* Problem *
Filter the records below and copy every line containing the word "玉林南路".

* Material shown *

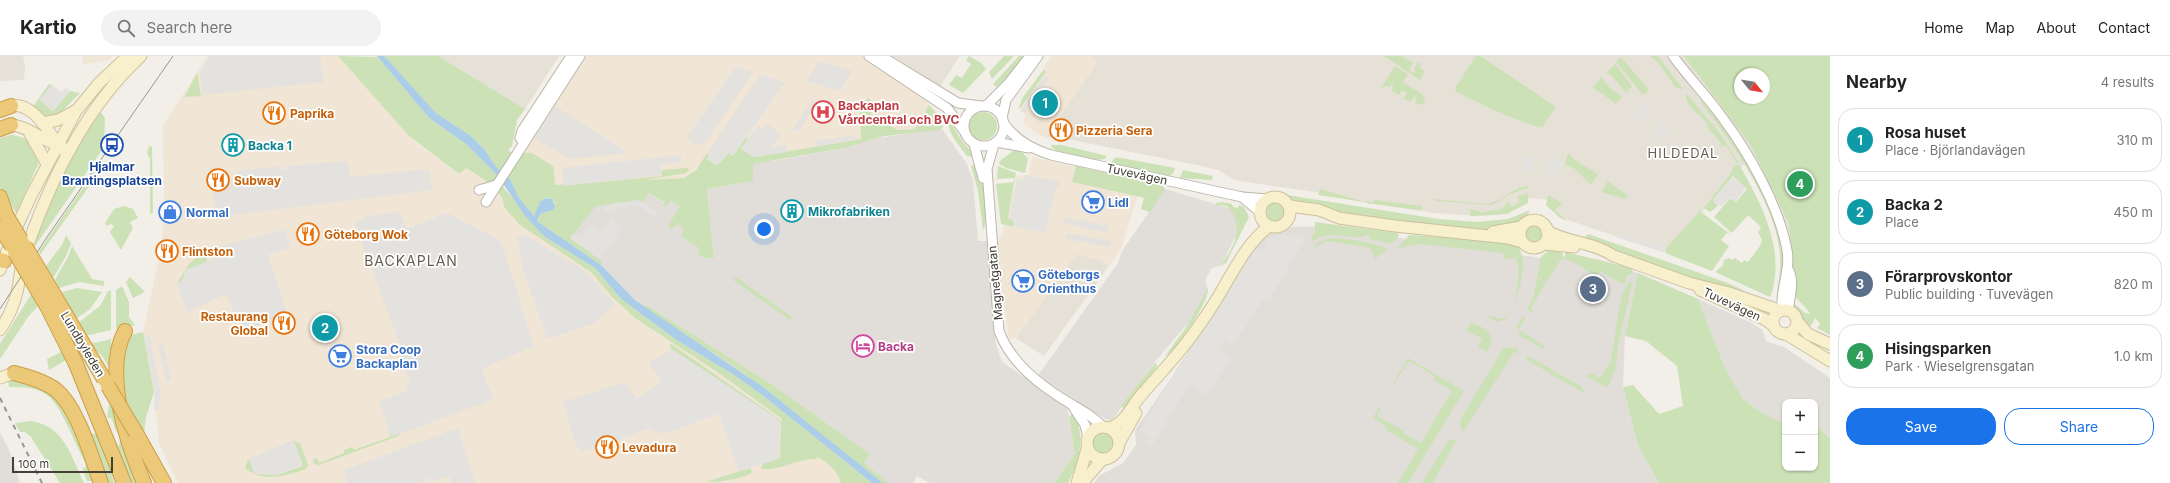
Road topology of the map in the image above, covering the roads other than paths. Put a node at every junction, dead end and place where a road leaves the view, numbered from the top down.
1 (128, 56) edge
2 (141, 56) edge
3 (571, 56) edge
4 (580, 56) edge
5 (869, 56) edge
6 (882, 56) edge
7 (1030, 56) edge
8 (1038, 56) edge
9 (1673, 56) edge
10 (984, 106) junction
11 (6, 108) edge
12 (76, 111) junction
13 (536, 117) junction
14 (1003, 120) junction
15 (42, 123) junction
16 (6, 127) edge
17 (27, 130) junction
18 (964, 131) junction
19 (75, 140) junction
20 (994, 143) junction
21 (974, 144) junction
22 (57, 145) junction
23 (1032, 148) junction
24 (47, 164) junction
25 (496, 185) junction
26 (53, 188) junction
27 (479, 190) dead end
28 (0, 197) edge
29 (1242, 198) junction
30 (1268, 199) junction
31 (486, 202) dead end
32 (1289, 206) junction
33 (989, 215) junction
34 (1328, 215) junction
35 (2, 216) edge
36 (1289, 217) junction
37 (1264, 219) junction
38 (1521, 227) junction
39 (1547, 231) junction
40 (1472, 234) junction
41 (1522, 242) junction
42 (1544, 244) junction
43 (24, 256) junction
44 (1614, 256) junction
45 (1, 261) edge
46 (1690, 283) junction
47 (1783, 310) junction
48 (1797, 321) junction
49 (1774, 326) junction
50 (0, 330) edge
51 (125, 331) dead end
52 (1786, 334) junction
53 (1830, 344) edge
54 (1830, 361) edge
55 (14, 373) joint
56 (0, 378) edge
57 (1156, 380) junction
58 (1071, 404) junction
59 (1106, 428) junction
60 (1087, 443) junction
61 (1119, 444) junction
62 (1102, 460) junction
63 (124, 482) edge
64 (101, 483) edge
65 (144, 483) edge
66 (164, 483) edge
67 (1077, 483) edge
68 (1082, 483) edge

1 - 12 main road
2 - 19 main road
3 - 13 street
4 - 13 street
5 - 18 street
6 - 10 street
7 - 10 street
8 - 14 street
9 - 47 street
10 - 14 street
10 - 18 street
11 - 15 main road
12 - 15 main road
12 - 22 main road
13 - 25 street
14 - 20 street
14 - 23 street, Tuvevägen
15 - 22 main road
16 - 17 main road
17 - 22 main road
17 - 24 main road
18 - 21 street
19 - 22 main road
19 - 26 main road
20 - 21 street
20 - 23 street, Tuvevägen
20 - 33 street, Magnetgatan
21 - 33 street, Magnetgatan
22 - 24 main road
22 - 26 main road
23 - 29 street, Tuvevägen
24 - 45 main road
25 - 27 street
25 - 31 street
26 - 43 main road
28 - 35 highway
29 - 30 street, Tuvevägen
29 - 37 street, Tuvevägen
30 - 32 main road, Tuvevägen
30 - 37 main road
32 - 34 main road, Tuvevägen
32 - 36 main road
33 - 58 street, Magnetgatan
34 - 36 main road, Tuvevägen
34 - 40 main road, Tuvevägen
35 - 63 highway, Lundbyleden, bridge
35 - 66 highway, Lundbyleden, bridge
36 - 37 main road, Tuvevägen
37 - 57 main road
38 - 39 main road, Tuvevägen
38 - 40 main road, Tuvevägen
38 - 41 main road
39 - 42 main road
39 - 44 main road, Tuvevägen
40 - 41 main road, Tuvevägen
41 - 42 main road, Tuvevägen
42 - 44 main road, Tuvevägen
43 - 45 main road
43 - 50 main road
44 - 46 main road, Tuvevägen
46 - 47 main road, Tuvevägen
46 - 49 main road, Tuvevägen
47 - 48 main road
47 - 49 main road, Tuvevägen
48 - 52 main road
48 - 53 main road
49 - 52 main road, Tuvevägen
51 - 65 highway
52 - 54 main road, Tuvevägen
55 - 56 main road
55 - 64 highway
57 - 59 main road
57 - 61 main road
58 - 59 street
58 - 60 street
59 - 60 main road
59 - 61 main road
60 - 62 main road
60 - 67 main road
61 - 62 main road
62 - 68 main road

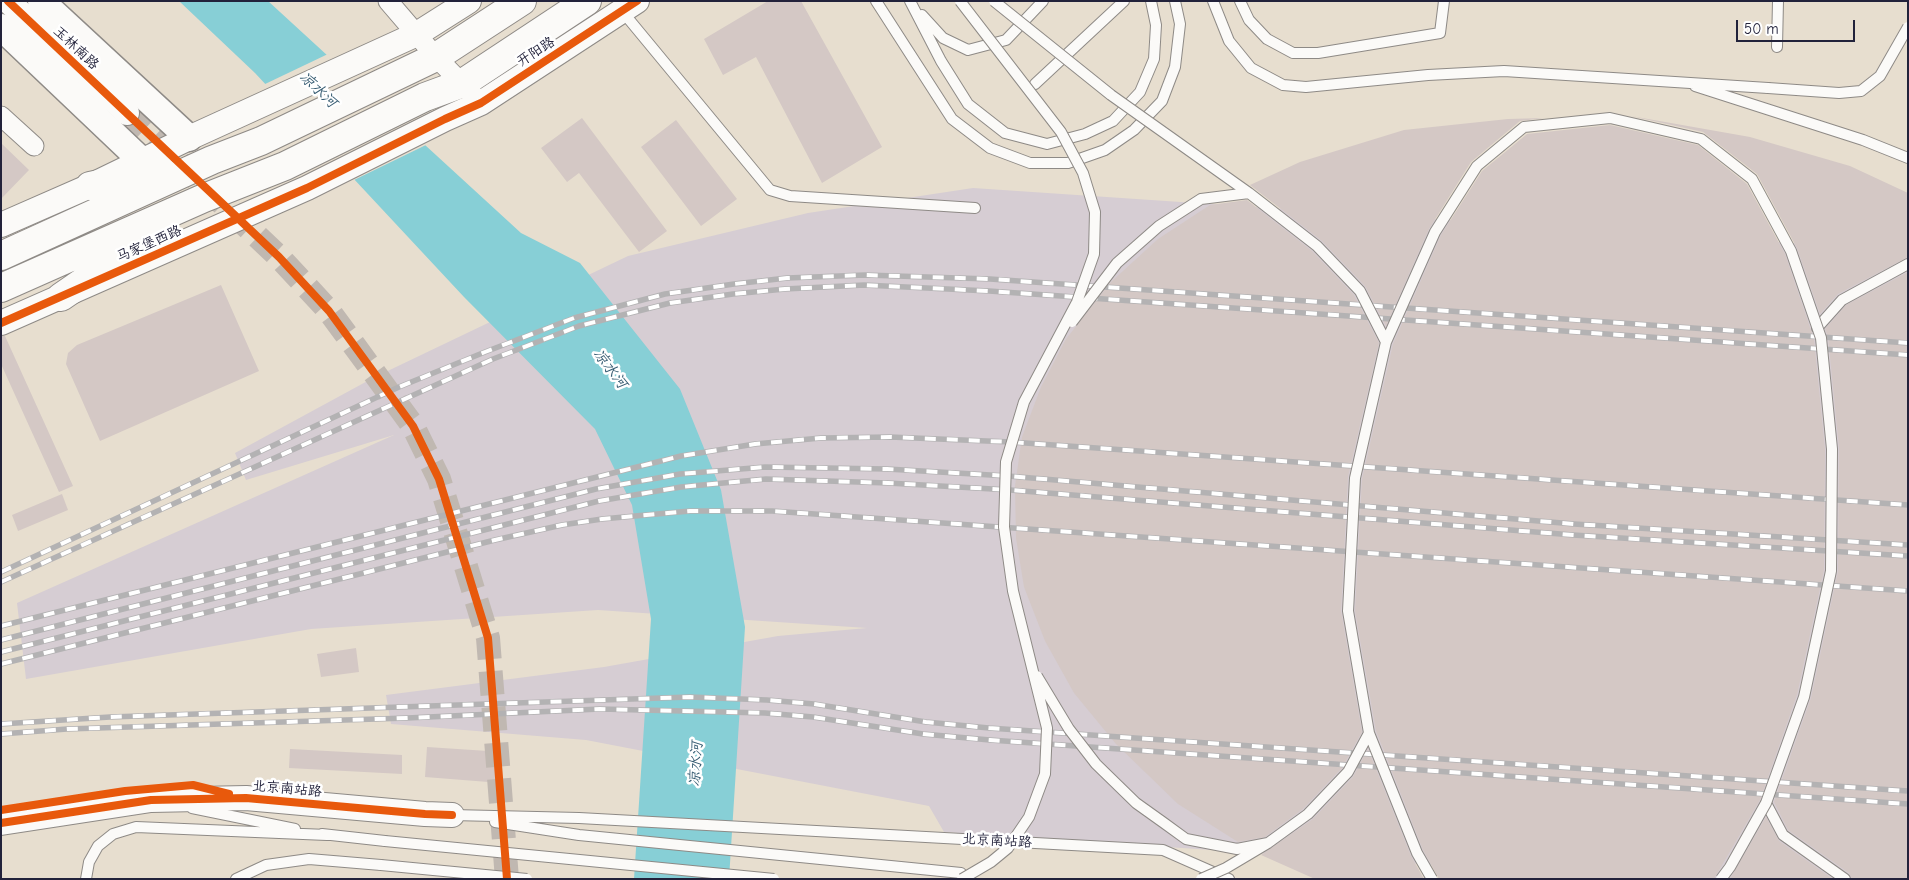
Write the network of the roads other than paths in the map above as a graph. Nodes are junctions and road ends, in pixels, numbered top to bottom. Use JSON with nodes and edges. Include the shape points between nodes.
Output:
{"nodes":[{"id":1,"x":8,"y":1,"type":"edge"},
{"id":2,"x":41,"y":1,"type":"edge"},
{"id":3,"x":388,"y":1,"type":"edge"},
{"id":4,"x":469,"y":1,"type":"edge"},
{"id":5,"x":522,"y":1,"type":"edge"},
{"id":6,"x":587,"y":1,"type":"edge"},
{"id":7,"x":876,"y":1,"type":"edge"},
{"id":8,"x":960,"y":1,"type":"edge"},
{"id":9,"x":994,"y":1,"type":"edge"},
{"id":10,"x":1043,"y":1,"type":"edge"},
{"id":11,"x":1124,"y":1,"type":"edge"},
{"id":12,"x":1151,"y":1,"type":"edge"},
{"id":13,"x":1175,"y":1,"type":"edge"},
{"id":14,"x":1213,"y":1,"type":"edge"},
{"id":15,"x":1240,"y":1,"type":"edge"},
{"id":16,"x":1444,"y":1,"type":"edge"},
{"id":17,"x":1778,"y":1,"type":"edge"},
{"id":18,"x":912,"y":4,"type":"edge"},
{"id":19,"x":629,"y":6,"type":"edge"},
{"id":20,"x":1,"y":27,"type":"edge"},
{"id":21,"x":1908,"y":27,"type":"edge"},
{"id":22,"x":418,"y":34,"type":"junction"},
{"id":23,"x":1777,"y":47,"type":"dead end"},
{"id":24,"x":436,"y":56,"type":"junction"},
{"id":25,"x":1677,"y":81,"type":"junction"},
{"id":26,"x":463,"y":83,"type":"junction"},
{"id":27,"x":1035,"y":84,"type":"dead end"},
{"id":28,"x":481,"y":103,"type":"junction"},
{"id":29,"x":126,"y":113,"type":"tunnel mouth"},
{"id":30,"x":1,"y":116,"type":"edge"},
{"id":31,"x":445,"y":119,"type":"joint"},
{"id":32,"x":189,"y":138,"type":"junction"},
{"id":33,"x":34,"y":146,"type":"dead end"},
{"id":34,"x":1908,"y":158,"type":"edge"},
{"id":35,"x":212,"y":160,"type":"junction"},
{"id":36,"x":142,"y":161,"type":"junction"},
{"id":37,"x":285,"y":166,"type":"joint"},
{"id":38,"x":90,"y":186,"type":"junction"},
{"id":39,"x":1249,"y":193,"type":"junction"},
{"id":40,"x":204,"y":198,"type":"junction"},
{"id":41,"x":975,"y":208,"type":"dead end"},
{"id":42,"x":1,"y":225,"type":"edge"},
{"id":43,"x":1,"y":256,"type":"edge"},
{"id":44,"x":1908,"y":264,"type":"edge"},
{"id":45,"x":1,"y":288,"type":"edge"},
{"id":46,"x":61,"y":297,"type":"junction"},
{"id":47,"x":1,"y":323,"type":"edge"},
{"id":48,"x":1817,"y":328,"type":"junction"},
{"id":49,"x":1386,"y":342,"type":"junction"},
{"id":50,"x":1054,"y":344,"type":"junction"},
{"id":51,"x":1031,"y":666,"type":"junction"},
{"id":52,"x":1369,"y":733,"type":"junction"},
{"id":53,"x":151,"y":800,"type":"junction"},
{"id":54,"x":1766,"y":802,"type":"junction"},
{"id":55,"x":452,"y":815,"type":"junction"},
{"id":56,"x":1,"y":823,"type":"edge"},
{"id":57,"x":327,"y":835,"type":"junction"},
{"id":58,"x":1268,"y":844,"type":"junction"},
{"id":59,"x":962,"y":876,"type":"edge"},
{"id":60,"x":1220,"y":878,"type":"edge"},
{"id":61,"x":86,"y":879,"type":"edge"},
{"id":62,"x":236,"y":879,"type":"edge"},
{"id":63,"x":527,"y":879,"type":"edge"},
{"id":64,"x":774,"y":879,"type":"edge"},
{"id":65,"x":1201,"y":879,"type":"edge"},
{"id":66,"x":1432,"y":879,"type":"edge"},
{"id":67,"x":1721,"y":879,"type":"edge"},
{"id":68,"x":1845,"y":879,"type":"edge"}],
"edges":[{"from":1,"to":29,"type":"street","name":"玉林南路"},
{"from":2,"to":32,"type":"main road","name":"玉林南路"},
{"from":3,"to":22,"type":"street"},
{"from":4,"to":22,"type":"street"},
{"from":5,"to":24,"type":"main road"},
{"from":6,"to":26,"type":"main road","name":"开阳路"},
{"from":7,"to":13,"type":"lane","via":[[952,119],[990,148],[1030,163],[1068,164],[1105,150],[1134,130],[1162,101],[1175,67],[1180,24]]},
{"from":8,"to":50,"type":"lane","bridge":true,"via":[[1061,132],[1083,173],[1095,212],[1094,254],[1077,302]]},
{"from":9,"to":39,"type":"lane","bridge":true,"via":[[1111,95]]},
{"from":10,"to":18,"type":"lane","via":[[1006,40],[968,50],[943,38]]},
{"from":11,"to":27,"type":"lane"},
{"from":12,"to":18,"type":"lane","via":[[1156,25],[1154,59],[1140,92],[1113,121],[1085,134],[1047,144],[1006,133],[968,104],[941,61]]},
{"from":14,"to":25,"type":"lane","via":[[1229,40],[1251,68],[1283,85],[1504,71]]},
{"from":15,"to":16,"type":"lane","via":[[1249,20],[1267,38],[1293,52],[1318,53],[1440,33]]},
{"from":17,"to":23,"type":"lane"},
{"from":19,"to":28,"type":"street","name":"开阳路"},
{"from":19,"to":41,"type":"lane","via":[[770,190],[790,196]]},
{"from":20,"to":36,"type":"main road"},
{"from":21,"to":25,"type":"lane","bridge":true,"via":[[1880,76],[1861,91],[1839,94]]},
{"from":22,"to":24,"type":"street"},
{"from":22,"to":32,"type":"street"},
{"from":24,"to":26,"type":"street"},
{"from":24,"to":35,"type":"main road"},
{"from":25,"to":34,"type":"lane","via":[[1810,122]]},
{"from":26,"to":28,"type":"street"},
{"from":26,"to":37,"type":"main road","name":"开阳路","via":[[426,97]]},
{"from":28,"to":31,"type":"street","name":"开阳路"},
{"from":30,"to":33,"type":"street"},
{"from":31,"to":46,"type":"street","name":"马家堡西路","via":[[307,188]]},
{"from":32,"to":36,"type":"street"},
{"from":35,"to":38,"type":"main road"},
{"from":35,"to":43,"type":"main road"},
{"from":36,"to":38,"type":"street"},
{"from":37,"to":40,"type":"main road","name":"马家堡西路"},
{"from":38,"to":42,"type":"street"},
{"from":39,"to":49,"type":"lane","bridge":true,"via":[[1317,246],[1360,291]]},
{"from":39,"to":50,"type":"lane","bridge":true,"via":[[1201,199],[1160,226],[1117,263]]},
{"from":40,"to":45,"type":"main road","name":"马家堡西路"},
{"from":40,"to":46,"type":"main road"},
{"from":44,"to":48,"type":"lane","via":[[1842,300]]},
{"from":46,"to":47,"type":"street","name":"马家堡西路"},
{"from":48,"to":49,"type":"lane","bridge":true,"via":[[1791,251],[1752,179],[1701,139],[1610,118],[1524,127],[1477,166],[1436,232]]},
{"from":48,"to":54,"type":"lane","bridge":true,"via":[[1821,338],[1832,449],[1831,571],[1804,698]]},
{"from":49,"to":52,"type":"lane","bridge":true,"via":[[1356,478],[1348,611]]},
{"from":50,"to":51,"type":"lane","bridge":true,"via":[[1024,402],[1006,462],[1004,527]]},
{"from":51,"to":58,"type":"lane","bridge":true,"via":[[1074,736],[1096,764],[1136,803],[1186,839],[1236,849]]},
{"from":51,"to":59,"type":"lane","bridge":true,"via":[[1047,728],[1045,774],[1029,817],[1008,848],[991,862]]},
{"from":52,"to":58,"type":"lane","bridge":true,"via":[[1348,772],[1308,814]]},
{"from":52,"to":66,"type":"lane","bridge":true,"via":[[1417,854]]},
{"from":53,"to":55,"type":"street","name":"北京南站路","via":[[246,798]]},
{"from":53,"to":56,"type":"street","name":"北京南站路"},
{"from":53,"to":57,"type":"lane"},
{"from":54,"to":67,"type":"lane","bridge":true},
{"from":54,"to":68,"type":"lane","via":[[1783,835]]},
{"from":55,"to":59,"type":"lane","via":[[578,834]]},
{"from":55,"to":60,"type":"lane","name":"北京南站路","via":[[579,818],[1163,850]]},
{"from":57,"to":61,"type":"lane","via":[[136,827],[113,834],[98,846],[89,862]]},
{"from":57,"to":64,"type":"lane","bridge":true},
{"from":58,"to":65,"type":"lane","bridge":true},
{"from":62,"to":63,"type":"lane","bridge":true,"via":[[266,865],[309,859]]}]}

* Response to the task *
"edges":[{"from":1,"to":29,"type":"street","name":"玉林南路"},
{"from":2,"to":32,"type":"main road","name":"玉林南路"},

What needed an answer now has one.